The disc's physical technology is identical to its DVD brethren such as DVD-Video and DVD-ROM. The capacity of a single-side is sufficient for 65 minutes of six-channel, 96kHz-sampled, 20-bit PCM; which seems quite respectable, except that this would require data to be read from the disc at an aggregate rate of 13.8Mb/s - the specified transport limit is only 9.6Mb/s. This limitation in data rate, as much as the modest playing time, is the rationale for the DVD-A's 'MLP' option (Meridian Lostless Packing), an ingenious system for reducing the amount of data needed to encode audio signals - but without any change to the audio data.

With MLP, which offers average compression ratios between 2:1 and 3:1 depending on the music and the chosen sampling parameters, 74 minutes of six- channel, 96kHz-sampled, 24-bit PCM occupies only about 2/3 of the disc capacity, and the aggregate data rate can be maintained below the 9.6Mb/s ceiling. Other possible permutations are 74 minutes of 5.l-channel surround PLUS a two-channel stereo mix, all at 96kHz, 24-bit; or two hours of two-channel, 24-bit at 192kHz, or even 25 hours of 44.1kHz-sampled, 16-bit audio for a super-quality talking book.

For compatibility with two-channel replay systems two approaches are supported - either a completely independent two-channel mix can be encode alongside the multi-channel program, or the two-channel version can be down-mixed from the surround program according to mix coefficients (possibly dynamic) specified by the mastering engineer.

MLP is an amazing technology, and one which is very counter-intuitive to most of us - how can the number of bits used to encode an audio signal be reduced, and yet all the original bits be recovered by the decoder? This process is not at all like those all-too-familiar perceptual coding schemes which don't reproduce the original data, but instead degrade the signal in ways intended to be imperceptible. MLP is more like 'PKZip', familiar from the world of PCs, except that PKZip wouldn't be very good at reducing the data rate of 24-bit, 96kHz-sampled audio signals.

MLP takes advantage of the fact that audio is rather predictable. The preponderance of lower frequencies allows subsequent Samples to be predicted by a knowledge of those which came before - not very accurately, nor with infallibility, but by encoding only the differences between the actual samples and the predictions of a sophisticated filter, a good saving in data rate can be achieved. Another important aspect of MLP is its FIFO buffering - if the instantaneous data rate required by an awkward passage exceeds the 9.6Mb/s maximum, the player can catch up later without being embarrassed by a lack of output samples in the mean time. In other words, peaks in the data rate can be ironed out using spare throughput available during nearby troughs.

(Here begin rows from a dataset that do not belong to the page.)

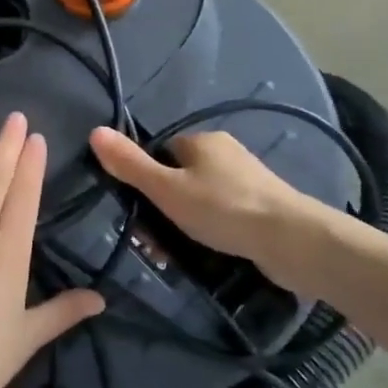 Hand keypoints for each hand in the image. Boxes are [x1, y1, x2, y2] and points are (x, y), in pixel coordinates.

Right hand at [89, 126, 317, 268]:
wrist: (292, 241)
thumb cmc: (223, 208)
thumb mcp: (166, 189)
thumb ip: (130, 164)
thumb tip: (94, 131)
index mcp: (202, 141)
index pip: (161, 152)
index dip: (146, 180)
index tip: (138, 210)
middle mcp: (226, 153)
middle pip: (180, 178)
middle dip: (164, 209)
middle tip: (154, 243)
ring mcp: (248, 181)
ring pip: (201, 200)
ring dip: (184, 225)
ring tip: (175, 256)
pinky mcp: (263, 208)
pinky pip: (224, 216)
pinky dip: (211, 232)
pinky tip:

Because MLP works on an entropy principle, it has some interesting properties: for example, if the original audio is sampled at a higher rate (say 96kHz instead of 44.1kHz), MLP will generally be able to compress the data more (surely not because there's nothing up there!) This means that high sample rates can be accommodated by DVD-A with a surprisingly small loss of capacity. On the other hand, increasing the wordlength may produce a disproportionate degradation in the compression ratio since the additional low-order bits are very chaotic (surely they're not just noise!) especially if sigma-delta A/D converters have been used.

All very interesting, you might think, but surely it's bound to be ages before it catches on, and anyway you couldn't make a DVD-A yet even if you wanted to. Enter Kirk Paulsen of Sonic Solutions, manufacturer of a real-life DVD-A mastering system.

Although Sonic Solutions has already supplied more than 200 DVD-Video mastering systems in Europe over the three years since the format's introduction, Kirk was at pains to point out the very different work-flow which is needed to master a DVD-Audio disc. Surprisingly, despite the bewildering range of quality / capacity trade-offs available in encoding video for DVD, a few years of operational experience has allowed the process to be virtually automated offline. Video content can be 'optimally' encoded by the computer overnight without the need for operator intervention. For audio mastering engineers, on the other hand, the workload may be about to get heavier.

The DVD-A mastering process starts with 'Audio Prep' - this is familiar territory for CD mastering engineers; it's simply capturing and editing the audio 'assets' (as we must learn to call them) only now there are more channels, and more quality options in terms of sampling rate and wordlength. The question of how (or whether) to provide the two-channel mix must be decided here. Next comes the assimilation of the ASVU assets - that's setting up the slide show to you (Audio Still Video Unit -- presumably that's what they call slides in the CIA); there are lots of decisions to be made here - obviously choosing the slides, but also determining the transitions (cut, wipe etc.) and the degree of interaction allowed - will the listener (viewer?) be allowed to choose his own running order for the slides? Can it be random? Can he browse? Next comes Menu Creation, and finally Motion Video Prep. Hmm.... don't hang up your headphones yet guys! It can't be THAT difficult. In fact, the key to this bewildering array of tools seems to be PROOFING - at each of the many stages, different options can be easily auditioned and evaluated, and the overall effect assessed.

We clearly have interesting times ahead. There will surely he many new things for us all to learn. But the potential in terms of the listening (and viewing) experience is incomparable to anything we've had before. I, for one, am really looking forward to it! Our thanks are due to and Bob Stuart and Kirk Paulsen for their entertaining and informative introduction to the new format.

Ian Dennis